Just Eat Alex Dadukin Jun 27, 2025

Link Inlining Optimization for Android

Article Summary

Alex Dadukin from Just Eat Takeaway reveals how inline links in Android apps create a localization nightmare. Their team evaluated three common approaches and found them all fundamentally broken.

Just Eat Takeaway's Android team tackled the messy problem of clickable text links embedded in localized strings (think privacy policies and terms). After auditing their fragmented implementations, they discovered each approach had critical flaws around translation accuracy, code complexity, and maintainability.

Key Takeaways

Critical Insight

A custom Markdown-inspired syntax solves Android inline link localization by using identifiers instead of hardcoded URLs, reducing cognitive load while supporting arbitrary styling and custom click actions.
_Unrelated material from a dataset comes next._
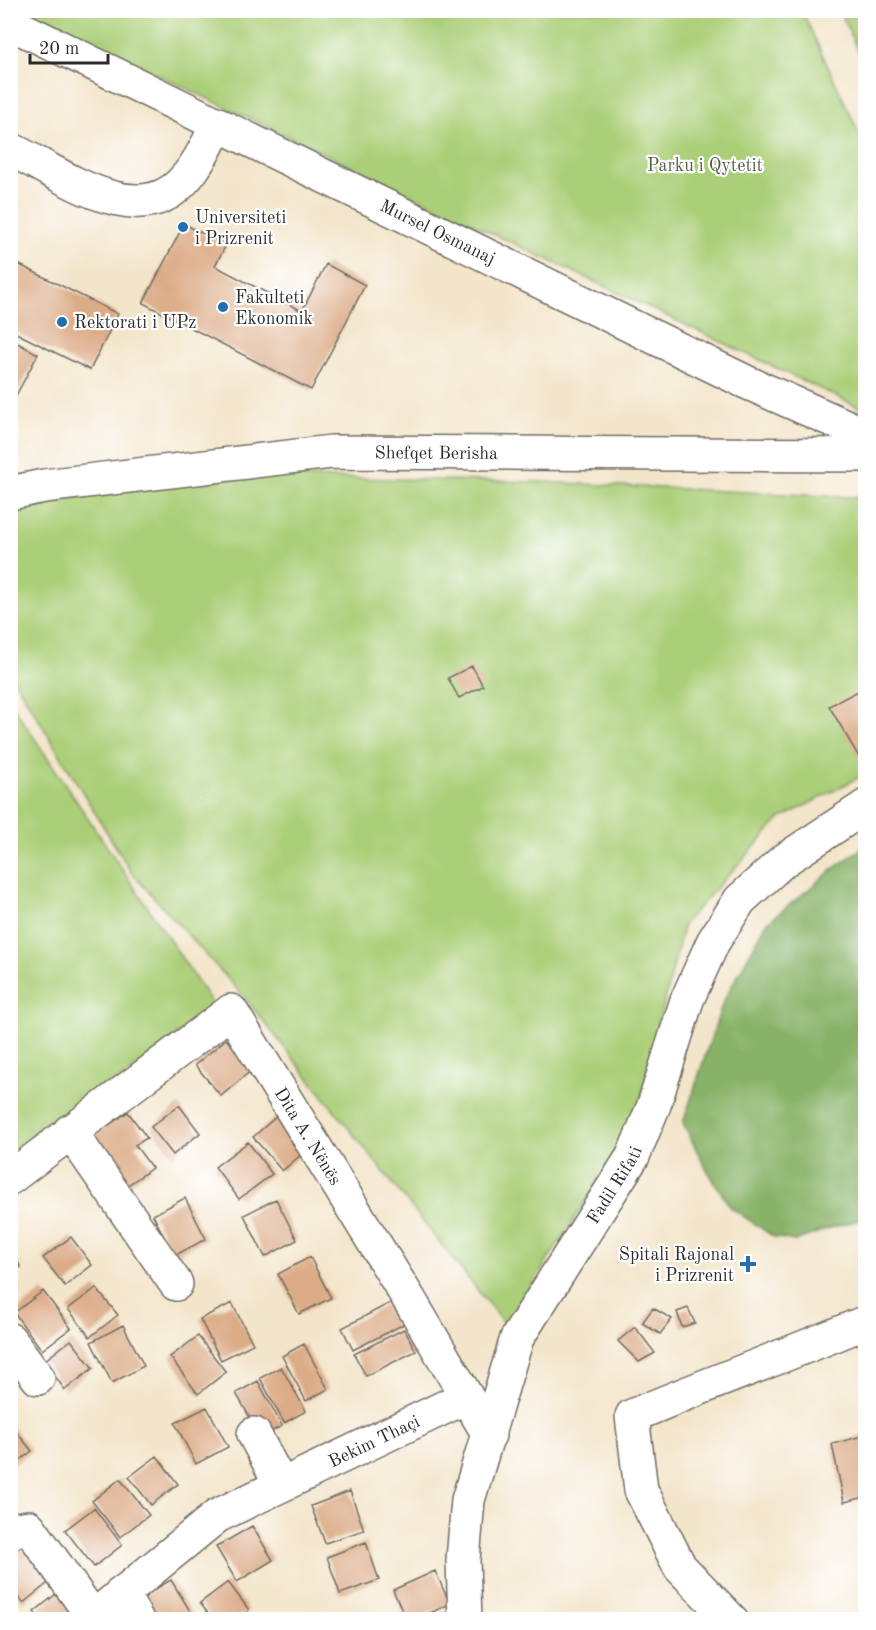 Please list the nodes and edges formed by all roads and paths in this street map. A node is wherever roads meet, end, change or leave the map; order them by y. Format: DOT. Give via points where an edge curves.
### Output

The article includes a detailed breakdown of why nested links were deliberately banned from their implementation.

About This Article

Problem

Just Eat Takeaway's Android team struggled with cognitive load from inline links. Each set of n links required between n and 2n+1 separate string resources, and translations often got mixed up across different grammatical variations.

Solution

Alex Dadukin's team switched to a Markdown-like syntax that uses identifiers instead of URLs. This enabled a stack-based parsing algorithm with linear time complexity, which kept link interpretation separate from the localized string.

Impact

The team no longer needed extra translatable resources. The approach also supported arbitrary styling, custom intents, and deeplinks as a single pre-processing step that integrated into existing design libraries.